Kontribusi dan tugas Fenomenologi dalam hal ini adalah deskripsi atas sejarah Lebenswelt (dunia kehidupan) tersebut untuk menemukan “endapan makna” yang merekonstruksi kenyataan sehari-hari. Maka meskipun pemahanan terhadap makna dilihat dari sudut intensionalitas (kesadaran) individu, namunakurasi kebenarannya sangat ditentukan oleh aspek intersubjektif. Dalam arti, sejauh mana endapan makna yang detemukan itu benar-benar di rekonstruksi dari dunia kehidupan sosial, dimana banyak subjek sama-sama terlibat dan menghayati.

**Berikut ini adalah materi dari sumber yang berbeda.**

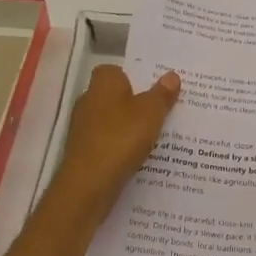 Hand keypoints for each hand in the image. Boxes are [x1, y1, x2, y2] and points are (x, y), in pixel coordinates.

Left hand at [50, 65, 180, 223]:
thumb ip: (162, 94)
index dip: (134, 76)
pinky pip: (108, 142)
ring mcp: (83, 128)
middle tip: (162, 109)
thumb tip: (171, 76)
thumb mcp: (151, 112)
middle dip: (135, 102)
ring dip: (129, 127)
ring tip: (156, 135)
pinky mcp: (84, 152)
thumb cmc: (120, 138)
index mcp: (103, 83)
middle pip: (115, 95)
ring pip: (112, 120)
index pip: (116, 70)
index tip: (154, 87)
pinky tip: (139, 156)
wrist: (88, 185)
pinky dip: (121, 146)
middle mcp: (88, 101)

Demikianlah, dunia kehidupan sosial merupakan sumbangan dari Fenomenologi, yang menempatkan fenomena sosial sebagai sistem simbol yang harus dipahami dalam kerangka konteks sosio-kultur yang membangunnya. Ini artinya unsur subjek dilihat sebagai bagian tak terpisahkan dari proses terciptanya suatu ilmu pengetahuan sekaligus mendapatkan dukungan metodologisnya.